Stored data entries
*** Block opens ***

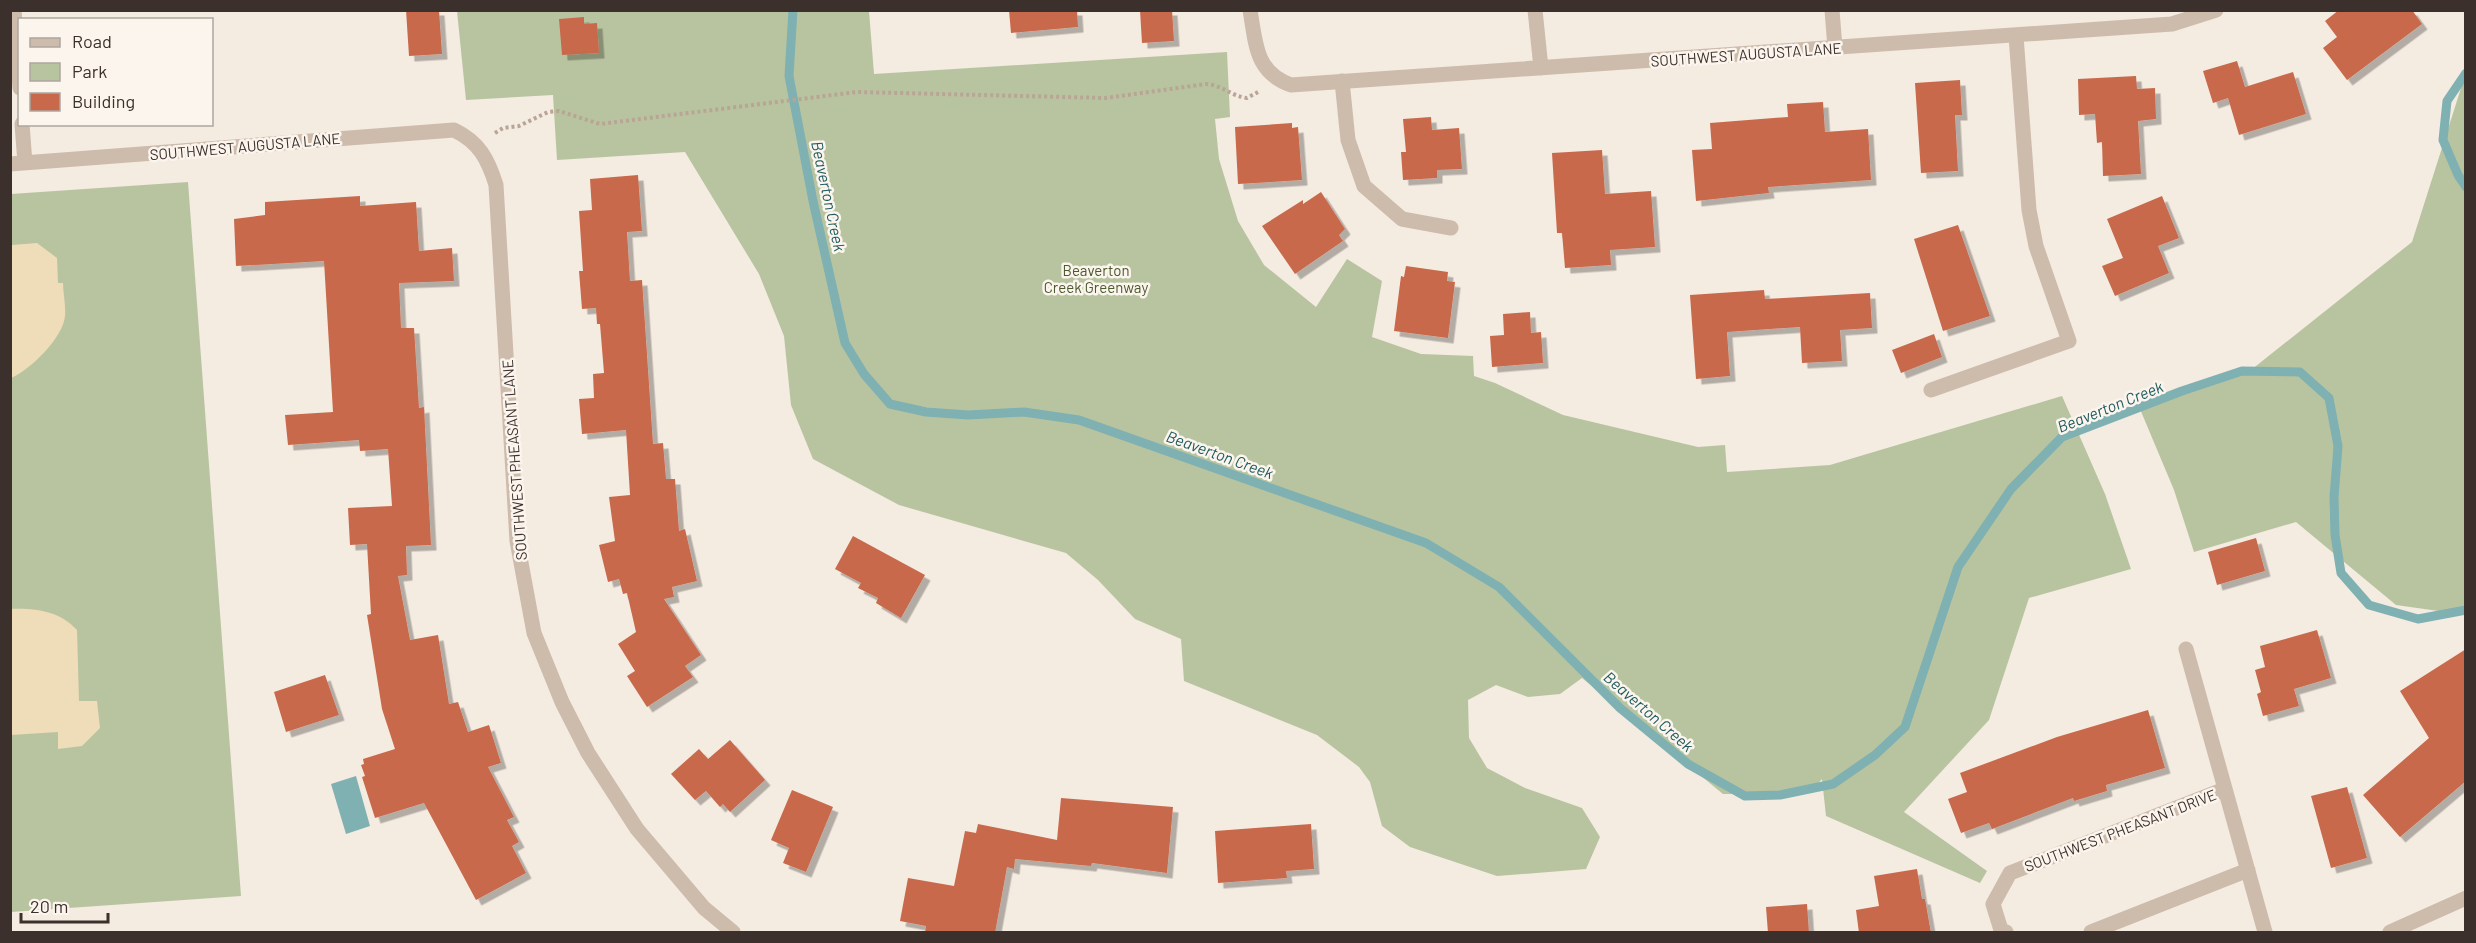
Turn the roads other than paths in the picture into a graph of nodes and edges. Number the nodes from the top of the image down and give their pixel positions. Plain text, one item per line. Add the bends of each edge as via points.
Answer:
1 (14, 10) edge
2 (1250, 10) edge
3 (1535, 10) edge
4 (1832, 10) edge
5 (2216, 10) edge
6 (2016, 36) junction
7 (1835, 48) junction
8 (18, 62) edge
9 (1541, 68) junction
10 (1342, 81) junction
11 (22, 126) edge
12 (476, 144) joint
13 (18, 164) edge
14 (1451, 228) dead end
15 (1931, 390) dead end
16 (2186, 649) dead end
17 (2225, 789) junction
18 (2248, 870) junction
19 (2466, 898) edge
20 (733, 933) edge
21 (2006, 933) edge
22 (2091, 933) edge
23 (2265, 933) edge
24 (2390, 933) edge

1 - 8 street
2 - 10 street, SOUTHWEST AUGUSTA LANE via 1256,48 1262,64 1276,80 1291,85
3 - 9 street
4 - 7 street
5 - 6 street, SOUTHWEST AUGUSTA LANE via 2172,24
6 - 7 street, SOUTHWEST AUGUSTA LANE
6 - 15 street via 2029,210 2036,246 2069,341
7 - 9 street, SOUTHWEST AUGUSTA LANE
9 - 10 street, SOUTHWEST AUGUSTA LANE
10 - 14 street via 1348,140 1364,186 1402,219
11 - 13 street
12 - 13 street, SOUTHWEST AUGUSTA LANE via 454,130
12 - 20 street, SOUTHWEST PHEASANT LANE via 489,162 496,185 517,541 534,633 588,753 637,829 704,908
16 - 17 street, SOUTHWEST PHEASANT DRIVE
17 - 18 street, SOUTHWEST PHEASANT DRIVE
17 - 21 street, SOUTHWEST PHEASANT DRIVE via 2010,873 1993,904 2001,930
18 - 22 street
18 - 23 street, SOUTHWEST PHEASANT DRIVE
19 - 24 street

*** Block closes ***
*** Block opens ***

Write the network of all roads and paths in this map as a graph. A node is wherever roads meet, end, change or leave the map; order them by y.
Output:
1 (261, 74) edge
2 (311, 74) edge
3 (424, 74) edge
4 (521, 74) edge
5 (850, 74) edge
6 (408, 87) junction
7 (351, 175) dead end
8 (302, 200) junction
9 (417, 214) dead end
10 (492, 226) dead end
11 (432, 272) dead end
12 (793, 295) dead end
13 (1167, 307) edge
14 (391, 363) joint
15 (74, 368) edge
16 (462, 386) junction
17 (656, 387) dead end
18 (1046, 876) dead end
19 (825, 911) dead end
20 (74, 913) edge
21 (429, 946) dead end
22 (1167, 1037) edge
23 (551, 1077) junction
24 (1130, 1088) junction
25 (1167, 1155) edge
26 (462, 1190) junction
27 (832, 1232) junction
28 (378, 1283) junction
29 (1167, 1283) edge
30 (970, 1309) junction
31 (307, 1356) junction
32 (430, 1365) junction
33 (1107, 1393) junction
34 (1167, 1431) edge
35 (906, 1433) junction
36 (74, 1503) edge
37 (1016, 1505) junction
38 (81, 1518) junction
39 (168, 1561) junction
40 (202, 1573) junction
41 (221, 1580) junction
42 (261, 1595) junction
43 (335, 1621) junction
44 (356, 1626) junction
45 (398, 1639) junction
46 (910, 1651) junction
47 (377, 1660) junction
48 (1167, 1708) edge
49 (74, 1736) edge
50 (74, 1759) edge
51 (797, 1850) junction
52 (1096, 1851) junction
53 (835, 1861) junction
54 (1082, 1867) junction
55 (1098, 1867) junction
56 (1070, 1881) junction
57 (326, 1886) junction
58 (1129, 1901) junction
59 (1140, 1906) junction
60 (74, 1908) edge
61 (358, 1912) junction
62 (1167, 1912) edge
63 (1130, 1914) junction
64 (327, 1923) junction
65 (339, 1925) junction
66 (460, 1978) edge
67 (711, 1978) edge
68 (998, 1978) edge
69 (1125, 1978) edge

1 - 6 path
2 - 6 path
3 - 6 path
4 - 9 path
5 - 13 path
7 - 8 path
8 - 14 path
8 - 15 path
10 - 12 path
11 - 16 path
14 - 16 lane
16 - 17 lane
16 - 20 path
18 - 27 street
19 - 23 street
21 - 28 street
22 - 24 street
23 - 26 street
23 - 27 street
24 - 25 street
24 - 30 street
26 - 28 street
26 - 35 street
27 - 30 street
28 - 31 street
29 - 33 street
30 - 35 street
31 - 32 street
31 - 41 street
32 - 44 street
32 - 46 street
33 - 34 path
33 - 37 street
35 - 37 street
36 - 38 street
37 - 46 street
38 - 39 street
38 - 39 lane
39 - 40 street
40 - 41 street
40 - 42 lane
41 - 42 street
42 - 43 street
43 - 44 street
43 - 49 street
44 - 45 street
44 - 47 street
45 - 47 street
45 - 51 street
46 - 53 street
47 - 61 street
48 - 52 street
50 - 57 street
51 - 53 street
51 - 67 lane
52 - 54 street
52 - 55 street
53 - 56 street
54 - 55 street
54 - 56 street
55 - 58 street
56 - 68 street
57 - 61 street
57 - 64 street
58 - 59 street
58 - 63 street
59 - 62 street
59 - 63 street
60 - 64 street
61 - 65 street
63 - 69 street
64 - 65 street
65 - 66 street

*** Block closes ***

WHAT YOU NEED TO DO
Every line containing the string "AUGUSTA" is required; copy each such line from the data.

OUTPUT FOR THIS TASK
2 - 10 street, SOUTHWEST AUGUSTA LANE via 1256,48 1262,64 1276,80 1291,85
5 - 6 street, SOUTHWEST AUGUSTA LANE via 2172,24
6 - 7 street, SOUTHWEST AUGUSTA LANE
7 - 9 street, SOUTHWEST AUGUSTA LANE
9 - 10 street, SOUTHWEST AUGUSTA LANE
12 - 13 street, SOUTHWEST AUGUSTA LANE via 454,130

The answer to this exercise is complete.